Fe–N–C endowed with inexpensiveness, high activity, and excellent anti-poisoning power have emerged as promising candidate catalysts for oxygen reduction reaction (ORR). Single-atom Fe–N–C electrocatalysts derived from Fe-doped ZIF-8 represent the top-level ORR performance. However, the current fabrication of Fe-doped ZIF-8 relies on heavy consumption of time, energy, cost and organic solvents. Herein, we develop a rapid and solvent-free method to produce Fe-doped ZIF-8 under microwave irradiation, which can be easily amplified in combination with ball-milling. After rational pyrolysis, Fe–N–C catalysts with atomic FeN₄ sites well dispersed on the hierarchically porous carbon matrix are obtained, which exhibit exceptional ORR performance with a half-wave potential of 0.782 V (vs. reversible hydrogen electrode (RHE)) and brilliant methanol tolerance. The assembled direct methanol fuel cells (DMFCs) endow a peak power density of 61 mW cm⁻² and extraordinary stability, highlighting the application perspective of this strategy.

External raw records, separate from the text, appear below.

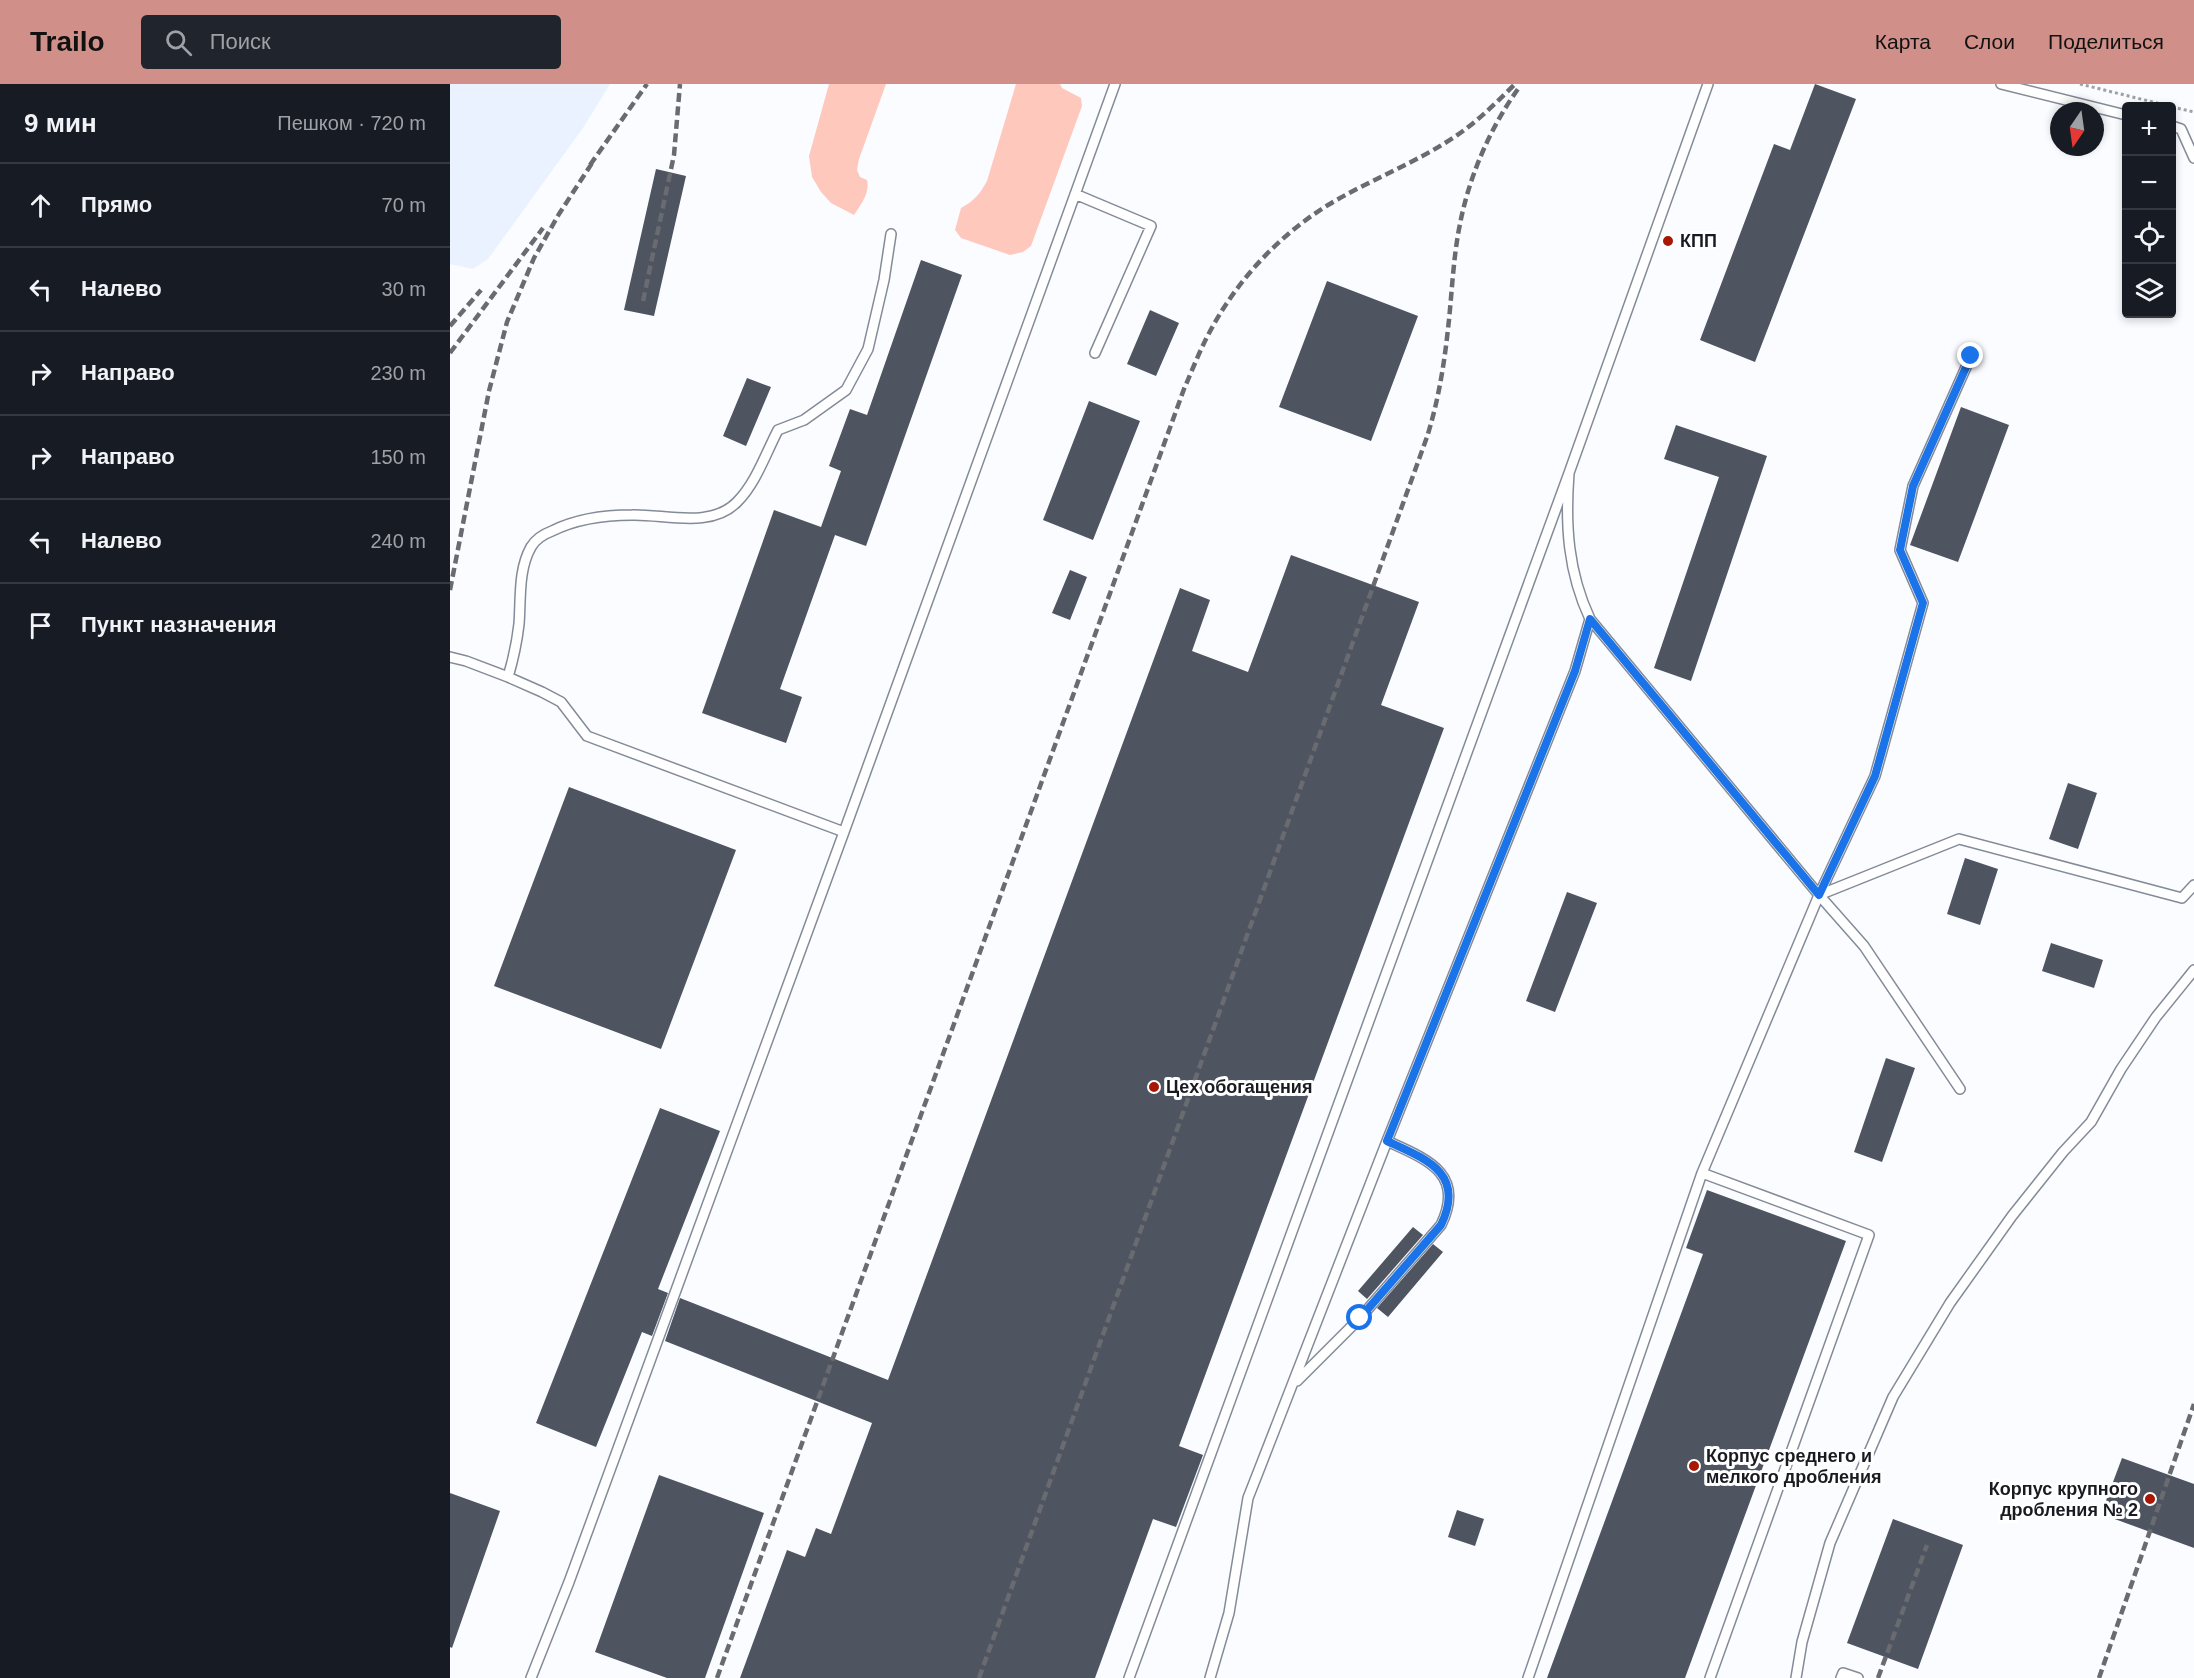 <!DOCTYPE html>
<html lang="ru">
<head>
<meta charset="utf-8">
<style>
	body { margin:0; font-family:Arial,sans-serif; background:#20242c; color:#f1f3f6 }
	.controls { position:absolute; right:18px; top:18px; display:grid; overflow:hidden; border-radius:6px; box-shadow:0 3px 9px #0003 }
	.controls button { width:54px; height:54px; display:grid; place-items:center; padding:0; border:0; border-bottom:2px solid #363941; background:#171b24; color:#f1f3f6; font:30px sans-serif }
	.compass { position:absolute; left:1600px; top:18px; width:54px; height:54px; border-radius:50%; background:#171b24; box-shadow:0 3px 9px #0003; rotate:193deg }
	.stop { position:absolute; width:18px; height:18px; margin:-14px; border:4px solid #1a73e8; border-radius:50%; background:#fff }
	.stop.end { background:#1a73e8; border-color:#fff; box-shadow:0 2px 6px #0008 }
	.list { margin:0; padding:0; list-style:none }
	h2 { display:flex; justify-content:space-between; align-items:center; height:78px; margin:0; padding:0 24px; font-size:26px }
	h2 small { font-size:20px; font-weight:400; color:#9ea1a6 }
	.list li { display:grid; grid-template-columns:39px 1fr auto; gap:18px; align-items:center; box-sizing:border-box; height:84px; padding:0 24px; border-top:2px solid #363941 }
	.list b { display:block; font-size:22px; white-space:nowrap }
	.list em { font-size:20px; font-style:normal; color:#9ea1a6 }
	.icon { flex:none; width:33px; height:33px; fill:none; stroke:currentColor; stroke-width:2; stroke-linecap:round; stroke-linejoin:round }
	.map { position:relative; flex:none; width:1744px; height:1594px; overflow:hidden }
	header { display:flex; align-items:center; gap:36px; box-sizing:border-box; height:84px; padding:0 30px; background:#d09089; color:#111 }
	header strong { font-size:28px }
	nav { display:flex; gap:33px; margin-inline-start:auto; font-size:21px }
	.search { width:420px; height:54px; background:#20242c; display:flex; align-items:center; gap:15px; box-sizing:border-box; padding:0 21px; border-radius:6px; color:#9ea1a6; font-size:22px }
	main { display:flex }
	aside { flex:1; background:#171b24 }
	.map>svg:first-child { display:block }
	.built { fill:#ebf2ff }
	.green { fill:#ffc8bd }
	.building { fill:#4e5460 }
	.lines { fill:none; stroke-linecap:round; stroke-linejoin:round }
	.lane-casing { stroke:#848b98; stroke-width:12 }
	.path { stroke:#9ea0a4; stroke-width:3; stroke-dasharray:3 3; stroke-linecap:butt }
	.lane { stroke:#fff; stroke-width:9 }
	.rail { stroke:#696b70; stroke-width:4.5; stroke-dasharray:9 4.5; stroke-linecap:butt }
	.route { stroke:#1a73e8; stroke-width:8 }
	.poi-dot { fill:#a81604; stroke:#fff; stroke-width:2 }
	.labels { text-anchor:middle; stroke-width:6; stroke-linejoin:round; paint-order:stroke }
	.poi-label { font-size:18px; font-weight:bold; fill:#191b21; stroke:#fff; text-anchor:start }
</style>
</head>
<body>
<header>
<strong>Trailo</strong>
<div class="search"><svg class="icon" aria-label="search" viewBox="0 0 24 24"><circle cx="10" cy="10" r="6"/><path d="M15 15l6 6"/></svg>Поиск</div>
<nav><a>Карта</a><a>Слои</a><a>Поделиться</a></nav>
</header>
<main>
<aside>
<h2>9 мин<small>Пешком · 720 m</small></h2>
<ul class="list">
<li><svg class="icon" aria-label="ahead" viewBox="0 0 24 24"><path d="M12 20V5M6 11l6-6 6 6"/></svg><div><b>Прямо</b></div><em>70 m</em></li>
<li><svg class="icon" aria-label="left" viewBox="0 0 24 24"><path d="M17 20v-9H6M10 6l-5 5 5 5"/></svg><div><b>Налево</b></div><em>30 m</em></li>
<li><svg class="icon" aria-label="right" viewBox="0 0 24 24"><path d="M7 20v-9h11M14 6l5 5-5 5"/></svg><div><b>Направо</b></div><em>230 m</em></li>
<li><svg class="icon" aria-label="right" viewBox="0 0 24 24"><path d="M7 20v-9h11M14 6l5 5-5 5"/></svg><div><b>Направо</b></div><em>150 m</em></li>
<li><svg class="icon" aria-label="left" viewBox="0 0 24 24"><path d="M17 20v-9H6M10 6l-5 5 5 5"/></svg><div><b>Налево</b></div><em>240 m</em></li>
<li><svg class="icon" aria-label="arrive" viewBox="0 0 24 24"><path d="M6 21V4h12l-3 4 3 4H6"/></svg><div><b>Пункт назначения</b></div></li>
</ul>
</aside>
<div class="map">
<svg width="1744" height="1594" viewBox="0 0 1744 1594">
	<rect width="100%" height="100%" fill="#fafcff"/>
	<!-- built -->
	<path class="built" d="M0 0H160L133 44 38 175 23 185 0 180Z"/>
	<!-- green -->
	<path class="green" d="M379 0H436L409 75 407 86 410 93 417 96C420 109 411 120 404 131L381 119 371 108 362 93 359 72Z
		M566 0H610L612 4 631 14 632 22 581 162 573 168 560 171 511 154 505 146 511 124C524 117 530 110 537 97Z"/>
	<!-- building -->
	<path class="building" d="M1365 0 1406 15 1305 278 1250 256 1324 60 1340 66Z
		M206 85 236 92 204 232 174 226Z
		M471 176 512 191 416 462 385 451 330 605 352 613 336 659 252 629 324 426 371 443 391 387 379 382 400 325 417 331Z
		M877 197 968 232 921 357 829 323Z
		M700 226 729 239 706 292 677 280Z
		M297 294 321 303 296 362 273 352Z
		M639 317 690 337 643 456 593 436Z
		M1511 323 1559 341 1508 478 1460 461Z
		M1226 341 1317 372 1241 597 1204 584 1269 393 1214 375Z
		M841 471 969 518 931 621 994 644 729 1362 753 1371 726 1443 703 1435 645 1594H290L337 1466 355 1473 366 1444 381 1450 422 1339 215 1257 230 1214 438 1296 730 504 760 516 742 567 798 588Z
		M620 486 637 493 620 536 602 529Z
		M1618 699 1647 709 1628 765 1599 755Z
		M119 703 286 766 211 965 44 902Z
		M1515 774 1548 785 1530 841 1497 830Z
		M1117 808 1147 819 1105 928 1076 917Z
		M1601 859 1653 876 1644 904 1592 887Z
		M1436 974 1465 984 1432 1078 1404 1068Z
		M210 1024 270 1047 208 1205 218 1209 202 1252 192 1248 146 1363 86 1339Z
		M1257 1106 1396 1157 1235 1594H1097L1253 1170 1236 1164Z
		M963 1143 973 1151 917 1215 908 1207Z
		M983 1160 993 1168 938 1233 927 1224Z
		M1672 1374 1744 1400V1464L1651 1430Z
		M209 1391 314 1429 255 1594H217L145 1568Z
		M0 1409 50 1427 2 1564 0 1563Z
		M1007 1426 1034 1435 1025 1462 998 1453Z
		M1443 1435 1513 1461 1468 1585 1397 1559Z"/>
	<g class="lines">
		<!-- lane casing -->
		<g class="lane-casing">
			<path id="lane" d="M1258 0 1119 389C1115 441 1118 488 1140 535L1369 811 1414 862 1510 1005
				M1551 0 1676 31
				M1722 42 1731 45 1744 74
				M625 110 701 142 645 269
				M0 573 16 577 58 593
				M394 748 137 652 111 618 92 608 58 593C63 576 67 558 69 540 71 515 68 486 81 463 85 456 94 450 102 447 126 435 155 431 182 431 215 430 261 445 287 418 306 399 316 369 328 346L354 336 396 306 418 265 434 196 441 150
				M1369 811 1509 755 1732 814 1744 801
				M1252 1089 1419 1151 1260 1594
				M847 1297 910 1234 991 1141C1016 1089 976 1075 937 1057
				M81 1594 119 1498 394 748 665 0
				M679 1594 1119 389
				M760 1594 779 1529 798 1414 809 1386 937 1057 1125 587 1140 535
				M1078 1594 1252 1089 1369 811 1425 692 1473 519 1450 466 1463 402 1521 272
				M1346 1594 1352 1558 1380 1459 1443 1313 1500 1219 1562 1132 1613 1068 1641 1038 1671 985 1706 933 1744 886
				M1391 1594 1393 1589 1408 1594"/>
		</g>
		<!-- path -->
		<path class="path" d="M1630 0 1719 22
			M1722 23 1744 28"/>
		<!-- lane -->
		<use href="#lane" class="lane"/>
		<!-- rail -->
		<path class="rail" d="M140 81 197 0
			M193 217 224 71 230 0
			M0 242 31 206
			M0 269 93 144
			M0 506 39 307 57 238 84 174 109 130 144 76
			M267 1594 734 305C741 289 748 271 756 255 783 201 826 153 878 121 916 98 958 82 995 59 1022 43 1043 22 1065 0
			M529 1594 977 353C988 318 994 282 998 245 1002 210 1003 174 1010 140 1019 93 1040 44 1068 5
			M1428 1594 1477 1461
			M1649 1594 1744 1320"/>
	</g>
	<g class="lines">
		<!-- route -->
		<path class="route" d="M910 1234 991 1141C1016 1089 976 1075 937 1057L1125 587 1140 535 1369 811 1425 692 1473 519 1450 466 1463 402 1521 272"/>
	</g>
	<!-- markers -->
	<g class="poi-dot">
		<circle cx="1218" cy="157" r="6"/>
		<circle cx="704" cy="1003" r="6"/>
		<circle cx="1244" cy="1382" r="6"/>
		<circle cx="1700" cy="1415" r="6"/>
	</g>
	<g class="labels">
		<!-- poi labels -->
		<g class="poi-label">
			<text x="1230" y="163">КПП</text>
			<text x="716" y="1009">Цех обогащения</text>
			<text x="1256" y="1378">Корпус среднего и<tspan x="1256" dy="21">мелкого дробления</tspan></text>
			<text x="1688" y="1411" text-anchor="end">Корпус крупного<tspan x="1688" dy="21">дробления № 2</tspan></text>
		</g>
	</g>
</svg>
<div class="controls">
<button>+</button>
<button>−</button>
<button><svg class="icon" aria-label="locate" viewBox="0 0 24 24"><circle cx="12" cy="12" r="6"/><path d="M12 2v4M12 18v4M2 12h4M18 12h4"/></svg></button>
<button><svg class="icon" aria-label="layers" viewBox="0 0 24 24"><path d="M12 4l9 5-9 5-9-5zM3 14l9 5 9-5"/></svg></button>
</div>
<svg class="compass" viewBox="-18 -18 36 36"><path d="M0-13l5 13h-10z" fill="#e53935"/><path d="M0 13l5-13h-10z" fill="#9ea1a6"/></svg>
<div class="stop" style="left:910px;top:1234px"></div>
<div class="stop end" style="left:1521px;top:272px"></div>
</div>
</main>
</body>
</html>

具有廉价，高活性和优异的抗中毒能力的Fe–N–C已成为有希望的氧还原反应（ORR）候选催化剂。掺铁ZIF-8衍生的单原子Fe–N–C电催化剂表现出最高的ORR性能。然而，目前的Fe掺杂ZIF-8的制造依赖于时间，能量，成本和有机溶剂的大量消耗。本文中，我们开发了一种快速，无溶剂的方法，可以在微波辐射下生产掺铁的ZIF-8，可以与球磨结合轻松放大。经过合理的热解后，获得了具有原子性FeN ₄位的Fe–N–C催化剂，该位点很好地分散在分层多孔碳基质上，具有出色的ORR性能，半波电势为0.782 V（对可逆氢电极（RHE））和出色的甲醇耐受性。组装的直接甲醇燃料电池（DMFC）具有61 mW cm ^-2的峰值功率密度和非凡的稳定性，突出了该策略的应用前景。